WHAT YOU NEED TO DO:
Starting with the line that contains "position:relative; width:1632px; height:623px;" and stopping after the line that contains "filter:drop-shadow(0 0 1px", return each line below exactly as written, with no others.

DATA FOR PROCESSING:

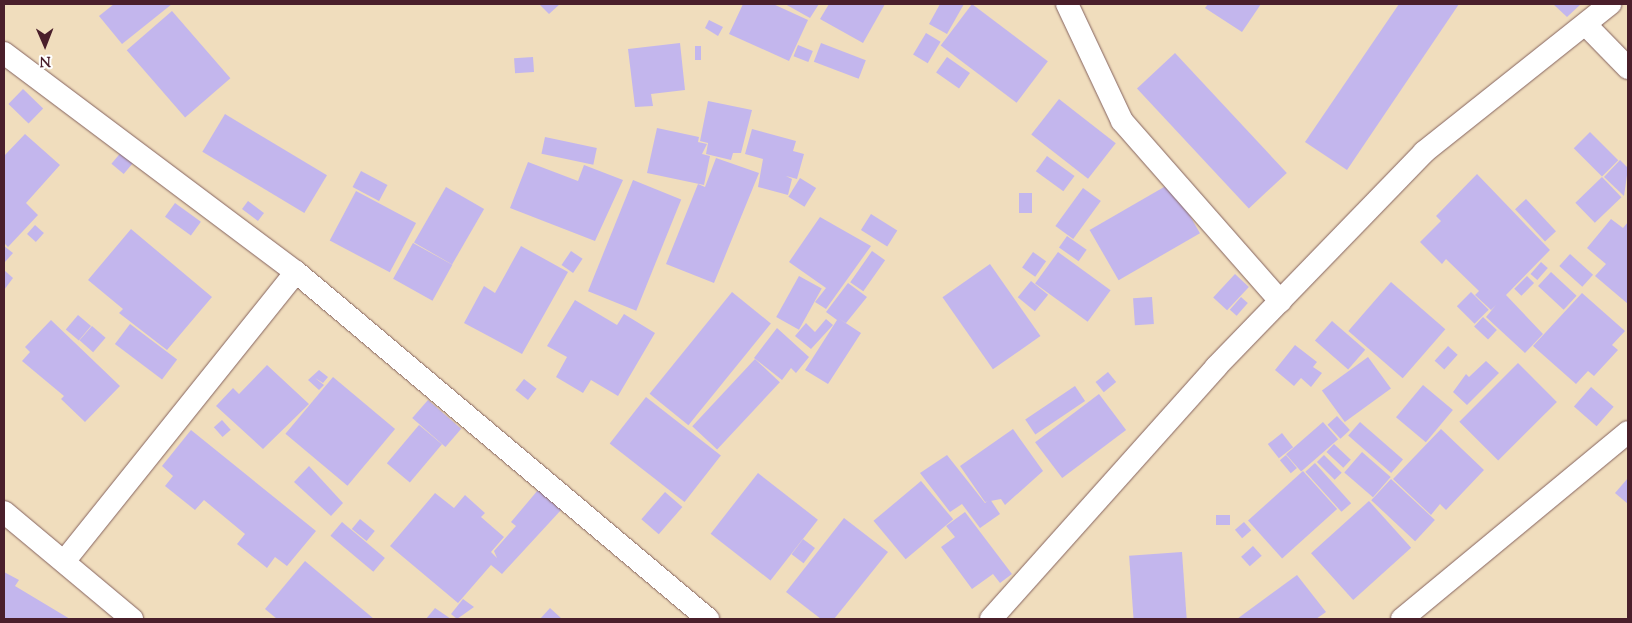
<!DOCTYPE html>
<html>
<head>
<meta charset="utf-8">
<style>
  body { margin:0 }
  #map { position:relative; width:1632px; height:623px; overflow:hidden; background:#f0ddbd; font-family:"Sorts Mill Goudy",serif }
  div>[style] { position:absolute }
  .building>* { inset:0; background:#c3b6ed; transform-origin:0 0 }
  .roads { filter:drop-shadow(0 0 1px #84625e) drop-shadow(0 0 1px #84625e) }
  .minor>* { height:22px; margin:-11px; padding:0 11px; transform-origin:11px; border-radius:11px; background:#fff }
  span { translate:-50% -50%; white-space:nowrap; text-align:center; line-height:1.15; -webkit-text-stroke:4px #fff; paint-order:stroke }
  .frame { position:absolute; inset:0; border:5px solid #4a1f2b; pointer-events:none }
  .north { position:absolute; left:20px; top:20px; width:50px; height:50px; -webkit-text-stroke:4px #fff; paint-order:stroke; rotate:179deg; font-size:14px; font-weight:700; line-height:20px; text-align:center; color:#4a1f2b }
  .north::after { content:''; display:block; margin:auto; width:18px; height:22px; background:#4a1f2b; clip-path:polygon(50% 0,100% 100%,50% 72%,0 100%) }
</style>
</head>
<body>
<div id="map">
  <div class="building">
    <i style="clip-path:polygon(114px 4px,172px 4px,122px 44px,99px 16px)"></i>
    <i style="clip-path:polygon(539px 4px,560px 4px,549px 14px)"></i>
    <i style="clip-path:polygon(743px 4px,773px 4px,808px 20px,789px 61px,729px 34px)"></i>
    <i style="clip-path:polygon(785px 4px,819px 4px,810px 18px)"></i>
    <i style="clip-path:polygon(829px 4px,885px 4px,863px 43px,820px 19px)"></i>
    <i style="clip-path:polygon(940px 4px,964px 4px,947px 34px,929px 24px)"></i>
    <i style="left:972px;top:4px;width:95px;height:52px;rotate:37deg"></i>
    <i style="clip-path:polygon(1208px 4px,1261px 4px,1242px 32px,1205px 8px)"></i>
    <i style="clip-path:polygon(1399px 4px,1459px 4px,1347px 170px,1305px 142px)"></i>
    <i style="clip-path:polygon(1553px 4px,1581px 4px,1567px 17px)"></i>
    <i style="left:172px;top:11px;width:89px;height:60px;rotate:49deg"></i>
    <i style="clip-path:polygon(709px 20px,723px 27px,718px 36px,705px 28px)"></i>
    <i style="left:926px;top:33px;width:17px;height:25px;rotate:31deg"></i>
    <i style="clip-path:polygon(680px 43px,685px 90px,651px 94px,653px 106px,635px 107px,628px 49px)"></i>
    <i style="left:821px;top:43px;width:48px;height:20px;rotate:21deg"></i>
    <i style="left:798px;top:45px;width:16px;height:12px;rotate:22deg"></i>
    <i style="left:695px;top:46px;width:6px;height:14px"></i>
    <i style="left:1175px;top:53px;width:164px;height:52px;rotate:47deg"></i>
    <i style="left:533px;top:57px;width:15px;height:19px;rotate:86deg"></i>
    <i style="left:947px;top:57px;width:28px;height:19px;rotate:35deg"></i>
    <i style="left:23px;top:89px;width:28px;height:21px;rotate:44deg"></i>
    <i style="left:1059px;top:99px;width:72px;height:45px;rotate:38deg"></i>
    <i style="clip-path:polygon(708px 101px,752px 110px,741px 153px,733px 153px,731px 160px,706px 154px,708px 143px,700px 141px)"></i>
    <i style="left:225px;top:114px;width:119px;height:44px;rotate:31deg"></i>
    <i style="clip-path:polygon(657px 128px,699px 137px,698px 142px,707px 144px,702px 154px,710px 156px,704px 185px,647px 173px)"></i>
    <i style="clip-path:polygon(752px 129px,796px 141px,793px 151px,804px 154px,797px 179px,786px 176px,792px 179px,788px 195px,758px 187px,763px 159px,745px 154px)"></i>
    <i style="left:1590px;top:132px;width:40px;height:23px;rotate:45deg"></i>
    <i style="clip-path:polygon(25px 134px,60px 165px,26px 203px,38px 215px,8px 247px,4px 243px,4px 156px)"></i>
    <i style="left:545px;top:137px;width:53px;height:17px;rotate:12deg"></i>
    <i style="left:123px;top:150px;width:16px;height:18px;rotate:40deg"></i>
    <i style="left:1047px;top:156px;width:34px;height:19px;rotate:36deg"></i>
    <i style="clip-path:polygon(716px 158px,759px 173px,714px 283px,666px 264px,698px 184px,705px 187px)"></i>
    <i style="clip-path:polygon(1620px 160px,1628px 168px,1624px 196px,1604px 177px)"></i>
    <i style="clip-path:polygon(528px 162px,578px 181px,584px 165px,623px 180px,595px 241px,510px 208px)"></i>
    <i style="left:361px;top:171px;width:30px;height:18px;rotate:28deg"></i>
    <i style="clip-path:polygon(1477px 174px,1550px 250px,1506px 295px,1543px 334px,1525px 353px,1486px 317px,1496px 305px,1491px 310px,1475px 295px,1479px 291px,1446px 259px,1442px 264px,1420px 242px,1441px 221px,1436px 216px)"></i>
    <i style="left:1602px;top:177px;width:28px;height:37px;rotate:46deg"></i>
    <i style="left:800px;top:178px;width:19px;height:22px;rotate:32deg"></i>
    <i style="left:633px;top:180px;width:52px;height:120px;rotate:22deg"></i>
    <i style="left:1171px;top:183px;width:58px;height:94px;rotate:60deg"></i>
    <i style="left:446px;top:187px;width:44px;height:64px;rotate:30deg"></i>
    <i style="left:1083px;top:188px;width:22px;height:47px;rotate:36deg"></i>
    <i style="left:356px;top:191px;width:68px;height:56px;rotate:28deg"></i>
    <i style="left:1019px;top:193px;width:13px;height:20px"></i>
    <i style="left:1526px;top:199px;width:44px;height:15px;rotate:47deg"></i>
    <i style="left:248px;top:201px;width:20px;height:10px;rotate:37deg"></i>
    <i style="left:175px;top:203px;width:32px;height:17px;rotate:36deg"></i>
    <i style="left:871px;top:214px;width:31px;height:19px;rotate:32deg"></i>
    <i style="clip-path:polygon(820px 217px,871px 246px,826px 309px,815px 302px,826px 288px,789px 262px)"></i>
    <i style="clip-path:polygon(1611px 219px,1623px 228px,1628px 222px,1628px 304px,1595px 276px,1606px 264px,1587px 248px)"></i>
    <i style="left:35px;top:225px;width:12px;height:12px;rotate:42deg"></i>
    <i style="clip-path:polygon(131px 229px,212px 297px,167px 350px,119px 313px,123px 309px,88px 280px)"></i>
    <i style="left:1067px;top:236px;width:24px;height:14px;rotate:35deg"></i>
    <i style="left:413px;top:243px;width:45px;height:41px;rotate:29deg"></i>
    <i style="clip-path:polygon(4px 246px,13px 253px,5px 262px,4px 260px)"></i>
    <i style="clip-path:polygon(521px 246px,568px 272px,522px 354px,464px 323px,484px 286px,495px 293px)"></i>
    <i style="left:571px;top:251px;width:14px;height:17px;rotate:34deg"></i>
    <i style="left:872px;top:251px;width:16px;height:38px;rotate:35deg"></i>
    <i style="left:1033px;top:252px;width:16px;height:19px;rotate:35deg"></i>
    <i style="left:1058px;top:252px;width:65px;height:39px;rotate:36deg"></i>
    <i style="left:1570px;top:254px;width:31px;height:16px;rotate:42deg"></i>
    <i style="left:1541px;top:262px;width:9px;height:16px;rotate:41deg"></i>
    <i style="left:990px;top:264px;width:88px;height:58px;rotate:55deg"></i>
    <i style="clip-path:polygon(4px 270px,13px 278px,4px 290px)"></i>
    <i style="left:1551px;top:272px;width:35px;height:19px;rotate:43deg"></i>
    <i style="left:1235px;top:274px;width:19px;height:32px;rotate:43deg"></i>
    <i style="left:799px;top:276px;width:26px;height:47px;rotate:29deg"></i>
    <i style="left:1527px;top:276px;width:10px;height:18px;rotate:45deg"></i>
    <i style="left:1031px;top:281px;width:22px;height:21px;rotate:39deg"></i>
    <i style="left:1391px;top:282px;width:72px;height:65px;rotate:41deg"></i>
    <i style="clip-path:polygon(848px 283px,867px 297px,846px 323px,838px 318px,861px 333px,828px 384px,805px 370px,837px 320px,826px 312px)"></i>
    <i style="left:732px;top:292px;width:50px;height:131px;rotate:39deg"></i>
    <i style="left:1471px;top:292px;width:25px;height:20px;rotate:45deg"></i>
    <i style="clip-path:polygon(1582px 293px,1625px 331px,1612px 345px,1618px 350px,1594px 376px,1588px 371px,1576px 384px,1533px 346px)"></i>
    <i style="left:1152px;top:297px;width:27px;height:19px;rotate:86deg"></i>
    <i style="left:1241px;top:297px;width:9px;height:17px;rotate:41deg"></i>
    <i style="clip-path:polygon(575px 300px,617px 325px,624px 314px,655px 333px,618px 396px,591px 380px,583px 393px,556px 377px,567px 357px,547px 346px)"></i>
    <i style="left:78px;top:315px;width:17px;height:19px;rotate:40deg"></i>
    <i style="left:1483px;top:317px;width:19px;height:13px;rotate:43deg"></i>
    <i style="clip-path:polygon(826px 319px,833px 325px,811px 349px,795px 336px,806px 323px,815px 332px)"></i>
    <i style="clip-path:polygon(51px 320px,120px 386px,85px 422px,61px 399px,64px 396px,22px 361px,30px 352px,25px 347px)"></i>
    <i style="left:1332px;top:321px;width:44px;height:26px;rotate:41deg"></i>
    <i style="left:130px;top:324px;width:59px;height:25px;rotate:37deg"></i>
    <i style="left:92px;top:326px;width:18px;height:19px;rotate:41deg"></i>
    <i style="clip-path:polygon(777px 328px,809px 357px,796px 373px,791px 368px,782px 380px,754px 358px)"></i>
    <i style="clip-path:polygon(1295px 345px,1317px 362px,1313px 367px,1322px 373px,1311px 387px,1301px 378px,1294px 386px,1275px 370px)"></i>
    <i style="left:1448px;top:346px;width:13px;height:20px;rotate:42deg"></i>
    <i style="left:1368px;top:357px;width:39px;height:57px;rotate:54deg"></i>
    <i style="left:755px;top:359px;width:34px;height:92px;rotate:43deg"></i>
    <i style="clip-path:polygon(1486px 361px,1499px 373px,1467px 405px,1453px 392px,1466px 374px,1469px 377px)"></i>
    <i style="left:1518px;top:363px;width:55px;height:83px;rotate:45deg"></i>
    <i style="clip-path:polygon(267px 365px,309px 404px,263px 449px,216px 406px,233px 388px,239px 394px)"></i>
    <i style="clip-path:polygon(319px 370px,328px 377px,323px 383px,315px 378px,324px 385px,319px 390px,308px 380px)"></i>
    <i style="left:1108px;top:372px;width:13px;height:16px;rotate:51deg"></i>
    <i style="left:333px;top:377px;width:81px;height:74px;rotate:40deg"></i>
    <i style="left:524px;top:379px;width:16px;height:14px;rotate:38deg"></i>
    <i style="left:1423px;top:385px;width:39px;height:42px;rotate:40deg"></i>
    <i style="left:1075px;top:386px;width:18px;height:60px;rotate:56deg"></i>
    <i style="left:1591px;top:387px;width:30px;height:26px;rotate:41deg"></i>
    <i style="left:1099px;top:394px;width:45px;height:80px;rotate:53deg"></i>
    <i style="left:646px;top:397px;width:95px;height:59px;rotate:38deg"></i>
    <i style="left:428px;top:400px;width:44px;height:24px;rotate:41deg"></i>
    <i style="left:1337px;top:416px;width:19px;height:13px;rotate:47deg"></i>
    <i style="left:222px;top:420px;width:13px;height:11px;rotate:48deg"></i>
    <i style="left:1323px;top:422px;width:23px;height:49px;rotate:49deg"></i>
    <i style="left:1360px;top:422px;width:57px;height:18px;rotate:41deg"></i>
    <i style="left:419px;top:425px;width:30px;height:50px;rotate:40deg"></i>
    <i style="clip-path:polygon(1013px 429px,1043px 471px,1005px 505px,1001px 499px,985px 502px,960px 466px)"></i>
    <i style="clip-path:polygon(1441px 429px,1484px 470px,1446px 510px,1440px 504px,1431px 515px,1393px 479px)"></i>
    <i style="clip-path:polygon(191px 430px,316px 531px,287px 566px,275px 557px,267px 568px,237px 544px,245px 534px,204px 500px,195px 510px,165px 486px,173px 476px,162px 466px)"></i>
    <i style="left:1282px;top:433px;width:18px;height:18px;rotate:52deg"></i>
    <i style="left:1334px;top:444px;width:23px;height:11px;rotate:43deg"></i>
    <i style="left:1362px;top:452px;width:38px;height:27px;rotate:41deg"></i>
    <i style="clip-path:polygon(947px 455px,985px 503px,990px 499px,1000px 514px,980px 528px,962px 504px,950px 512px,920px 473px)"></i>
    <i style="left:1286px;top:455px;width:17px;height:8px;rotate:50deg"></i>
    <i style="left:1324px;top:455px;width:25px;height:10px;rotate:45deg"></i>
    <i style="left:1315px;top:463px;width:54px;height:13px;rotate:48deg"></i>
    <i style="clip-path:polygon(309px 466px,343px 503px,331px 516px,294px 482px)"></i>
    <i style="left:1303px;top:471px;width:51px;height:74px;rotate:48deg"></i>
    <i style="left:758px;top:473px;width:76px;height:77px;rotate:38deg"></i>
    <i style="clip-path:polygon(1628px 478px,1628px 504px,1615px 493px)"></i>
    <i style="left:1391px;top:479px;width:60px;height:29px;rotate:43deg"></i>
    <i style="left:921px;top:481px;width:50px;height:62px;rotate:50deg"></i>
    <i style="clip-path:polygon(538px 490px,561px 510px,502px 574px,491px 565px,458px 603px,390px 546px,435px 493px,454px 508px,465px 495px,485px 513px,481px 517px,504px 537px,491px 552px,497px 558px,494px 551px,516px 526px,511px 522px)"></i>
    <i style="left:665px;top:492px;width:23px;height:36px;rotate:41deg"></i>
    <i style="left:1369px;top:501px;width:63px;height:78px;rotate:48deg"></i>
    <i style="clip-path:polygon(965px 512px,1012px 574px,1000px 583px,993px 574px,972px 589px,941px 547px,955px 537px,946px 526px)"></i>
    <i style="left:1216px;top:515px;width:14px;height:10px"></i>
    <i style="clip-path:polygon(844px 518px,888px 552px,834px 619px,821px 619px,786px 592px)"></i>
    <i style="left:360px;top:519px;width:19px;height:13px;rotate:39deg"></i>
    <i style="left:342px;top:522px;width:56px;height:18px;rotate:40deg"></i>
    <i style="left:1244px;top:522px;width:11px;height:12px;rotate:49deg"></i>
    <i style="left:803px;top:539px;width:15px;height:19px;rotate:37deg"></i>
    <i style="left:1253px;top:546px;width:13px;height:16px;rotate:48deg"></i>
    <i style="left:1182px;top:552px;width:67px;height:53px;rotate:86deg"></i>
    <i style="clip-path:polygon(305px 561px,374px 619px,277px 619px,265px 609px)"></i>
    <i style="clip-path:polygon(4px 572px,19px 580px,15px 586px,70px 619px,4px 619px)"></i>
    <i style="clip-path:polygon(1297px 575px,1326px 612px,1316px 619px,1237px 619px)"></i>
    <i style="clip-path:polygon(463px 599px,474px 607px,457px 619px,451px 614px)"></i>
    <i style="clip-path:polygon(435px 608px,451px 619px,426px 619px)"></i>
    <i style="clip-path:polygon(550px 608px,562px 619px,540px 619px)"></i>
  </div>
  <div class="roads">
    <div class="minor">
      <i style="left:1067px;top:4px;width:129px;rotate:64.8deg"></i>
      <i style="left:1122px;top:121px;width:240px;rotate:48.7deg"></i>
      <i style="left:1586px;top:25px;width:60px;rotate:45.7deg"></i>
      <i style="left:4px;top:53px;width:365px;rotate:36.9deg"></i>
      <i style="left:296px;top:272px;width:368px;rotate:128.7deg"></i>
      <i style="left:296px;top:272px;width:539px;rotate:40.11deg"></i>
      <i style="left:4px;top:512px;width:167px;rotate:39.9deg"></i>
      <i style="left:991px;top:619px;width:338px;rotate:-48.2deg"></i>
      <i style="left:1216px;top:367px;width:299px;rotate:-45.9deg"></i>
      <i style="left:1424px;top:152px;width:238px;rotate:-38.5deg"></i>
      <i style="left:1402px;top:619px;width:293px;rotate:-39.6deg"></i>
    </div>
  </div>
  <div class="frame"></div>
  <div class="north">N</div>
</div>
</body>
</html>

ANSWER SECTION:
  #map { position:relative; width:1632px; height:623px; overflow:hidden; background:#f0ddbd; font-family:"Sorts Mill Goudy",serif }
  div>[style] { position:absolute }
  .building>* { inset:0; background:#c3b6ed; transform-origin:0 0 }
  .roads { filter:drop-shadow(0 0 1px #84625e) drop-shadow(0 0 1px #84625e) }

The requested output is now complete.